If $|x|<1$ then $$1+2x+3x^2+4x^3+\cdots= \frac{1}{(1-x)^2}$$

Can someone tell me anything about it? How can it be proven?
 A: This is a power series: $$\sum_{n=0}^\infty(n+1) x^n$$
For power series we can integrate term by term and we have:
$$\int\left(\sum_{n=0}^\infty(n+1) x^n\right)dx = \sum_{n=0}^\infty\int (n+1)x^ndx = \sum_{n=0}^\infty x^{n+1} = \sum_{n=1}^\infty x^n = \frac x{1-x}$$
So if we differentiate $\frac{x}{1-x}$ with respect to $x$, and we get the sum of the original series:
$$\left(\frac x{1-x}\right)'=\frac1{1-x}+\frac{x}{(1-x)^2}=\frac1{(1-x)^2}$$
As wanted. Of course we have to have $|x|<1$ for everything to converge and have meaning.
A: If you know that
$$
1+x+x^2+x^3 + \cdots = \frac{1}{1-x}
$$
then you can get this identity by differentiating both sides.

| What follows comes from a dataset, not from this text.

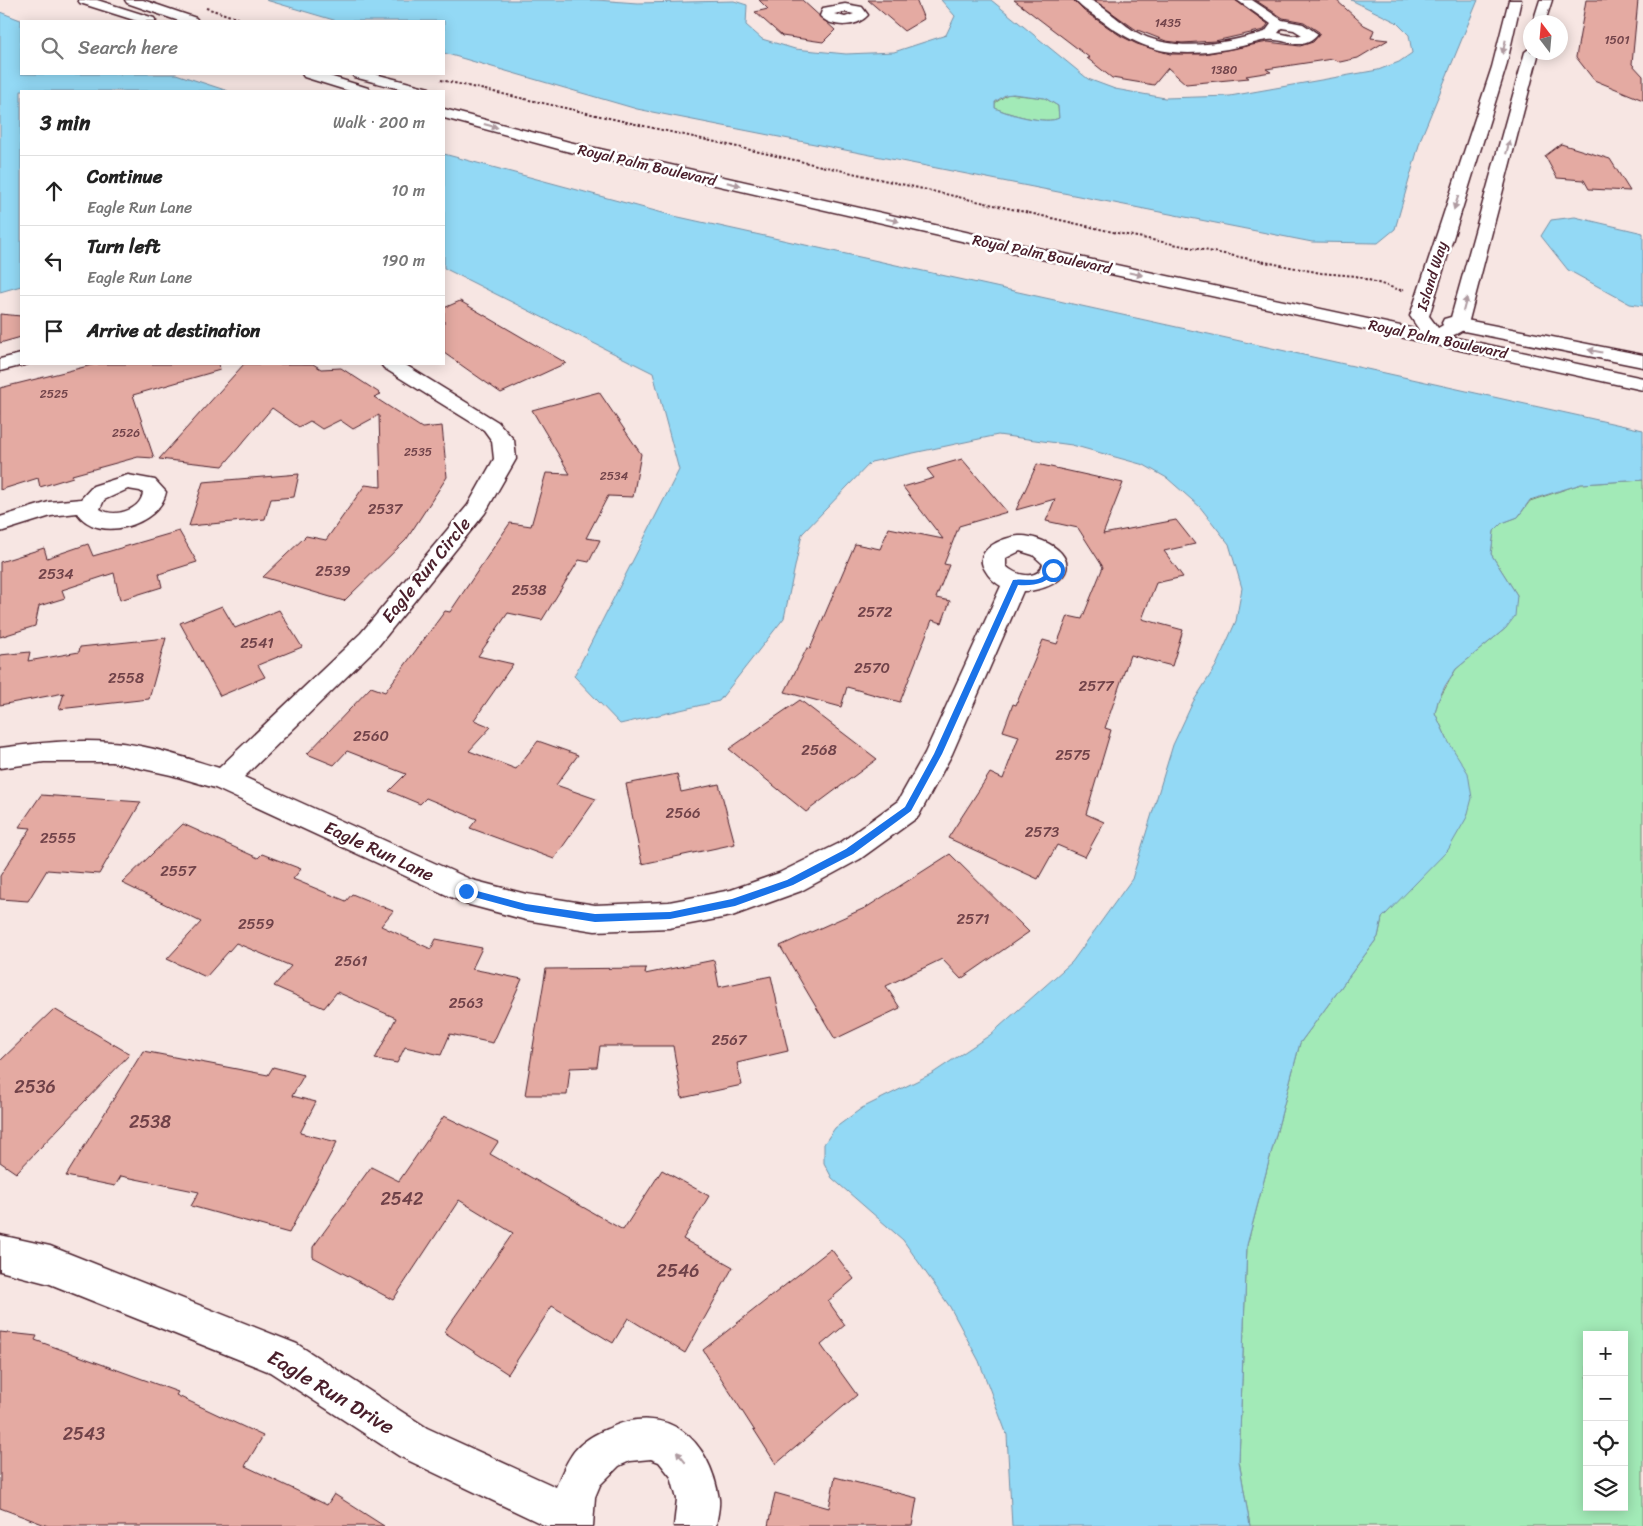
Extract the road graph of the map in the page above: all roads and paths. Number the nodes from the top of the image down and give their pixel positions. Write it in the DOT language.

This raises a problem: Is the derivative of the sum equal to the sum of the derivatives even when there are infinitely many terms?  In fact, in some cases it is not.  However, it can be shown that for a power series (i.e. each term is a number times a different power of $x$) that does work.

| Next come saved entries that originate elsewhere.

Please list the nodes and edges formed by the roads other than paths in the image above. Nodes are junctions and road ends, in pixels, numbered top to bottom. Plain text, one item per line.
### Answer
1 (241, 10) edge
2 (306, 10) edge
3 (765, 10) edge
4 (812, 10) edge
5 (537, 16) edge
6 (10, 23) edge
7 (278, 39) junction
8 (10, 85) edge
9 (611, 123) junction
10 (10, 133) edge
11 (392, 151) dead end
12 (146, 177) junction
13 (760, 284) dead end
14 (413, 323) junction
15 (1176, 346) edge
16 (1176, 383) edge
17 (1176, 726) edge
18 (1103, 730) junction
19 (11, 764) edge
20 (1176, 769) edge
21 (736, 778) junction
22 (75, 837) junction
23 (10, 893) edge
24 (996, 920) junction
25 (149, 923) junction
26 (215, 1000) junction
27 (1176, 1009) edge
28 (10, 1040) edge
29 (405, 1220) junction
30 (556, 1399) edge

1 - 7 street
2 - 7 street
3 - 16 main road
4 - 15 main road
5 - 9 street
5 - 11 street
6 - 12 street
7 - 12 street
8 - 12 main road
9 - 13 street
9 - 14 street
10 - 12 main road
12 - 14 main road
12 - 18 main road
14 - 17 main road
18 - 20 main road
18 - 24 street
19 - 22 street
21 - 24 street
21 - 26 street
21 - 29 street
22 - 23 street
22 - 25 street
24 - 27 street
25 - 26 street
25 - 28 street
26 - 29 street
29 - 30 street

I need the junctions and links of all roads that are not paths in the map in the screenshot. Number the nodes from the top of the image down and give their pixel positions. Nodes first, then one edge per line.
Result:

That, however, is not the only way to do it.
A: Here is a solution which doesn't use integration or differentiation of power series.
I am going to use 
$$1+x+x^2+x^3 + \cdots +x^k= \frac{1-x^{k+1}}{1-x}$$
is well known and easy to prove. I will assume that you know it, but if you don't I can provide a proof.
Let 
$$S_k=1+2x+3x^2+..+(k+1)x^k $$
$$T_k=1+x+x^2+..+x^k$$
Then
$$S_k-T_k=x+2x^2+3x^3+..+kx^k=xS_{k-1}=x(S_k-(k+1)x^k )$$
Thus
$$S_k(x-1)=(k+1)x^{k+1}-T_k=(k+1)x^{k+1}-\frac{1-x^{k+1}}{1-x}$$
Thus
$$S_k= \frac{1}{(1-x)^2}+\frac{(k+1)x^{k+1}}{x-1}-\frac{x^{k+1}}{(x-1)^2}$$
Since $\lim_k (k+1)x^{k+1}=\lim_k x^{k+1} =0 \, \forall |x|<1$ you get the desired result.